START THE DATA

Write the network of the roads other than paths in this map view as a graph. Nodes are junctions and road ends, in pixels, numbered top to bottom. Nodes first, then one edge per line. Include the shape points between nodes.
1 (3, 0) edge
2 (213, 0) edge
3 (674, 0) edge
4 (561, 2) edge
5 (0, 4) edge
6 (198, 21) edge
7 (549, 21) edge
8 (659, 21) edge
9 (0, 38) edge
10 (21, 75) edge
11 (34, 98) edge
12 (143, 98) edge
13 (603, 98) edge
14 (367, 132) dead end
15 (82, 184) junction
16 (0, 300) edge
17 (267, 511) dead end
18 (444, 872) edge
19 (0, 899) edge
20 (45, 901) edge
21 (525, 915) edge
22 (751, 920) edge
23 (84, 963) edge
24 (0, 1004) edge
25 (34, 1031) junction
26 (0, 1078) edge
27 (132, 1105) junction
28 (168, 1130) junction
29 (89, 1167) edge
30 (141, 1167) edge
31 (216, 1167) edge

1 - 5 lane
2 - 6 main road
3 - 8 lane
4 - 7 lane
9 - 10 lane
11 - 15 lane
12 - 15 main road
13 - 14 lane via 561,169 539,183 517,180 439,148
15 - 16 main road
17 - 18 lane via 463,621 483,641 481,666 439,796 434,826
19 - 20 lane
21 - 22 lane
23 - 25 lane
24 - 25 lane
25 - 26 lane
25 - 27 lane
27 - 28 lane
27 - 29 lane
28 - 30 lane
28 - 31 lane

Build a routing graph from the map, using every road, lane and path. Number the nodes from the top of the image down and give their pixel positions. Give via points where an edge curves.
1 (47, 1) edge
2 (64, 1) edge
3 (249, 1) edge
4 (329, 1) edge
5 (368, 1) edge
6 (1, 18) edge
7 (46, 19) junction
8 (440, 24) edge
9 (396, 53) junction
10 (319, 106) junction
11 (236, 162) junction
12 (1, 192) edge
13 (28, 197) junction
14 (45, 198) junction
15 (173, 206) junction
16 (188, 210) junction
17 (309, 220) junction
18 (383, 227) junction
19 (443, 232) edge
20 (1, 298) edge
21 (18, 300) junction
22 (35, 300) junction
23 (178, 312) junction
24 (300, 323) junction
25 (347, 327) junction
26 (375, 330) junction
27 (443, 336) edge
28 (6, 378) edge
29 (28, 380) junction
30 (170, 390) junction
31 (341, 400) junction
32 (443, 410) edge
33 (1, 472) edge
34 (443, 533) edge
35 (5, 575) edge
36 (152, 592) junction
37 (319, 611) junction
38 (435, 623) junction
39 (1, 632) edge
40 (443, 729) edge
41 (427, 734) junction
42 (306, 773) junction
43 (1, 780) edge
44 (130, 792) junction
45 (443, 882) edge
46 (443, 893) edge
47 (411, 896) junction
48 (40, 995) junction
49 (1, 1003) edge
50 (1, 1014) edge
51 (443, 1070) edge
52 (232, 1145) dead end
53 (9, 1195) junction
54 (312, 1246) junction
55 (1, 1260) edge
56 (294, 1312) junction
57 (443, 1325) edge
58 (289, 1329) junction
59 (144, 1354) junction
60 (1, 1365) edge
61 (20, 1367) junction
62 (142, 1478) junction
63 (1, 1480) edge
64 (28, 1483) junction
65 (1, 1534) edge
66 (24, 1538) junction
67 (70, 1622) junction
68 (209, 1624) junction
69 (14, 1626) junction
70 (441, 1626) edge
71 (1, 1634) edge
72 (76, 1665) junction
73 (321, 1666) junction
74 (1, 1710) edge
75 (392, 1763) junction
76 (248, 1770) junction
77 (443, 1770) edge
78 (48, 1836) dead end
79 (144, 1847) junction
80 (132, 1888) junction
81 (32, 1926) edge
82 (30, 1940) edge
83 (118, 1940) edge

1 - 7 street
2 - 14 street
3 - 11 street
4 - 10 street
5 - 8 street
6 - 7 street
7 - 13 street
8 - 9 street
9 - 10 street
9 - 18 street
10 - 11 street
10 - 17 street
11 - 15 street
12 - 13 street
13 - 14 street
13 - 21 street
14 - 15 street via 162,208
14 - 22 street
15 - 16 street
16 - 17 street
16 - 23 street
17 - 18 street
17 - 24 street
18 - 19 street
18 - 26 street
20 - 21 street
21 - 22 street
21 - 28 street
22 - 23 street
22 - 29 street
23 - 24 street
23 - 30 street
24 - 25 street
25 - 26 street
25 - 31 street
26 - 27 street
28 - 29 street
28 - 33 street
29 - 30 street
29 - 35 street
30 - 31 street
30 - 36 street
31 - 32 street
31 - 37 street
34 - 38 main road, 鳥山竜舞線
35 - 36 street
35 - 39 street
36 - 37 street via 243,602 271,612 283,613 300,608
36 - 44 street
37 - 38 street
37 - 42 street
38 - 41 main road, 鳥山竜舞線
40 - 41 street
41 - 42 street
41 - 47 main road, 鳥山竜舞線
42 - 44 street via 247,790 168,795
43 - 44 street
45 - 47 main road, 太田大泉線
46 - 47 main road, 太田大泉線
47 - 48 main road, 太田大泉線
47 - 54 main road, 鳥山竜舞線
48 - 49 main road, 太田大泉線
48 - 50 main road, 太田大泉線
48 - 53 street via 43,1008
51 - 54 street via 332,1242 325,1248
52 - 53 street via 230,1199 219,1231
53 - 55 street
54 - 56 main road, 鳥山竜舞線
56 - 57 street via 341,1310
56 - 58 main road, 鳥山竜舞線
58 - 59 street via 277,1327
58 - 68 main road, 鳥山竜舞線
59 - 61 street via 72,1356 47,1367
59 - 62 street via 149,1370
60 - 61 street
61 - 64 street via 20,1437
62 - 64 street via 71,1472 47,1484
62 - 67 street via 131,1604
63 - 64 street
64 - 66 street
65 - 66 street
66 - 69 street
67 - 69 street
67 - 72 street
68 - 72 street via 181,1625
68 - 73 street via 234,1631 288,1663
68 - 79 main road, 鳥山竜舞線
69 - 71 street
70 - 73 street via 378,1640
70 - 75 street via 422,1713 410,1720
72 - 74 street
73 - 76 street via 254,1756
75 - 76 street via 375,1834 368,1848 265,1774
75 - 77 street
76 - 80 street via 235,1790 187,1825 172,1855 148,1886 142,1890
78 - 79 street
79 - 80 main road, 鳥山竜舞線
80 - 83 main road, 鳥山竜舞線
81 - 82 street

END THE DATA

WORK INSTRUCTIONS: Repeat each record verbatim.

OUTPUT FOR THIS TASK:
Write the network of the roads other than paths in this map view as a graph. Nodes are junctions and road ends, in pixels, numbered top to bottom. Nodes first, then one edge per line. Include the shape points between nodes.
1 (3, 0) edge
2 (213, 0) edge
3 (674, 0) edge
4 (561, 2) edge
5 (0, 4) edge
6 (198, 21) edge
7 (549, 21) edge
8 (659, 21) edge
9 (0, 38) edge
10 (21, 75) edge
11 (34, 98) edge
12 (143, 98) edge
13 (603, 98) edge
14 (367, 132) dead end
15 (82, 184) junction
16 (0, 300) edge
17 (267, 511) dead end
18 (444, 872) edge
19 (0, 899) edge
20 (45, 901) edge
21 (525, 915) edge
22 (751, 920) edge
23 (84, 963) edge
24 (0, 1004) edge
25 (34, 1031) junction
26 (0, 1078) edge
27 (132, 1105) junction
28 (168, 1130) junction
29 (89, 1167) edge
30 (141, 1167) edge
31 (216, 1167) edge

1 - 5 lane
2 - 6 main road
3 - 8 lane
4 - 7 lane
9 - 10 lane
11 - 15 lane
12 - 15 main road
13 - 14 lane via 561,169 539,183 517,180 439,148
15 - 16 main road
17 - 18 lane via 463,621 483,641 481,666 439,796 434,826
19 - 20 lane
21 - 22 lane
23 - 25 lane
24 - 25 lane
25 - 26 lane
25 - 27 lane
27 - 28 lane
27 - 29 lane
28 - 30 lane
28 - 31 lane

Build a routing graph from the map, using every road, lane and path. Number the nodes from the top of the image down and give their pixel positions. Give via points where an edge curves.
1 (47, 1) edge
2 (64, 1) edge
3 (249, 1) edge
4 (329, 1) edge
5 (368, 1) edge
6 (1, 18) edge
7 (46, 19) junction
8 (440, 24) edge
9 (396, 53) junction
10 (319, 106) junction
11 (236, 162) junction
12 (1, 192) edge
13 (28, 197) junction
14 (45, 198) junction
15 (173, 206) junction
16 (188, 210) junction
17 (309, 220) junction
18 (383, 227) junction
19 (443, 232) edge
20 (1, 298) edge
21 (18, 300) junction
22 (35, 300) junction
23 (178, 312) junction
24 (300, 323) junction
25 (347, 327) junction
26 (375, 330) junction
27 (443, 336) edge
28 (6, 378) edge
29 (28, 380) junction
30 (170, 390) junction
31 (341, 400) junction
32 (443, 410) edge
33 (1, 472) edge
34 (443, 533) edge
35 (5, 575) edge
36 (152, 592) junction
37 (319, 611) junction
38 (435, 623) junction
39 (1, 632) edge
40 (443, 729) edge
41 (427, 734) junction
42 (306, 773) junction
43 (1, 780) edge
44 (130, 792) junction
45 (443, 882) edge
46 (443, 893) edge
47 (411, 896) junction
48 (40, 995) junction
49 (1, 1003) edge
50 (1, 1014) edge
51 (443, 1070) edge
52 (232, 1145) dead end
53 (9, 1195) junction
54 (312, 1246) junction
55 (1, 1260) edge
56 (294, 1312) junction
57 (443, 1325) edge
58 (289, 1329) junction
59 (144, 1354) junction
60 (1, 1365) edge
61 (20, 1367) junction
62 (142, 1478) junction
63 (1, 1480) edge
64 (28, 1483) junction
65 (1, 1534) edge
66 (24, 1538) junction
67 (70, 1622) junction
68 (209, 1624) junction
69 (14, 1626) junction
70 (441, 1626) edge
71 (1, 1634) edge
72 (76, 1665) junction
73 (321, 1666) junction
74 (1, 1710) edge
75 (392, 1763) junction
76 (248, 1770) junction
77 (443, 1770) edge
78 (48, 1836) dead end
79 (144, 1847) junction
80 (132, 1888) junction
81 (32, 1926) edge
82 (30, 1940) edge
83 (118, 1940) edge

1 - 7 street
2 - 14 street
3 - 11 street
4 - 10 street
5 - 8 street
6 - 7 street
7 - 13 street
8 - 9 street
9 - 10 street
9 - 18 street
10 - 11 street
10 - 17 street
11 - 15 street
12 - 13 street
13 - 14 street
13 - 21 street
14 - 15 street via 162,208
14 - 22 street
15 - 16 street
16 - 17 street
16 - 23 street
17 - 18 street
17 - 24 street
18 - 19 street
18 - 26 street
20 - 21 street
21 - 22 street
21 - 28 street
22 - 23 street
22 - 29 street
23 - 24 street
23 - 30 street
24 - 25 street
25 - 26 street
25 - 31 street
26 - 27 street
28 - 29 street
28 - 33 street
29 - 30 street
29 - 35 street
30 - 31 street
30 - 36 street
31 - 32 street
31 - 37 street
34 - 38 main road, 鳥山竜舞線
35 - 36 street
35 - 39 street
36 - 37 street via 243,602 271,612 283,613 300,608
36 - 44 street
37 - 38 street
37 - 42 street
38 - 41 main road, 鳥山竜舞線
40 - 41 street
41 - 42 street
41 - 47 main road, 鳥山竜舞線
42 - 44 street via 247,790 168,795
43 - 44 street
45 - 47 main road, 太田大泉線
46 - 47 main road, 太田大泉線
47 - 48 main road, 太田大泉線
47 - 54 main road, 鳥山竜舞線
48 - 49 main road, 太田大泉線
48 - 50 main road, 太田大泉線
48 - 53 street via 43,1008
51 - 54 street via 332,1242 325,1248
52 - 53 street via 230,1199 219,1231
53 - 55 street
54 - 56 main road, 鳥山竜舞線
56 - 57 street via 341,1310
56 - 58 main road, 鳥山竜舞線
58 - 59 street via 277,1327
58 - 68 main road, 鳥山竜舞線
59 - 61 street via 72,1356 47,1367
59 - 62 street via 149,1370
60 - 61 street
61 - 64 street via 20,1437
62 - 64 street via 71,1472 47,1484
62 - 67 street via 131,1604
63 - 64 street
64 - 66 street
65 - 66 street
66 - 69 street
67 - 69 street
67 - 72 street
68 - 72 street via 181,1625
68 - 73 street via 234,1631 288,1663
68 - 79 main road, 鳥山竜舞線
69 - 71 street
70 - 73 street via 378,1640
70 - 75 street via 422,1713 410,1720
72 - 74 street
73 - 76 street via 254,1756
75 - 76 street via 375,1834 368,1848 265,1774
75 - 77 street
76 - 80 street via 235,1790 187,1825 172,1855 148,1886 142,1890
78 - 79 street
79 - 80 main road, 鳥山竜舞線
80 - 83 main road, 鳥山竜舞線
81 - 82 street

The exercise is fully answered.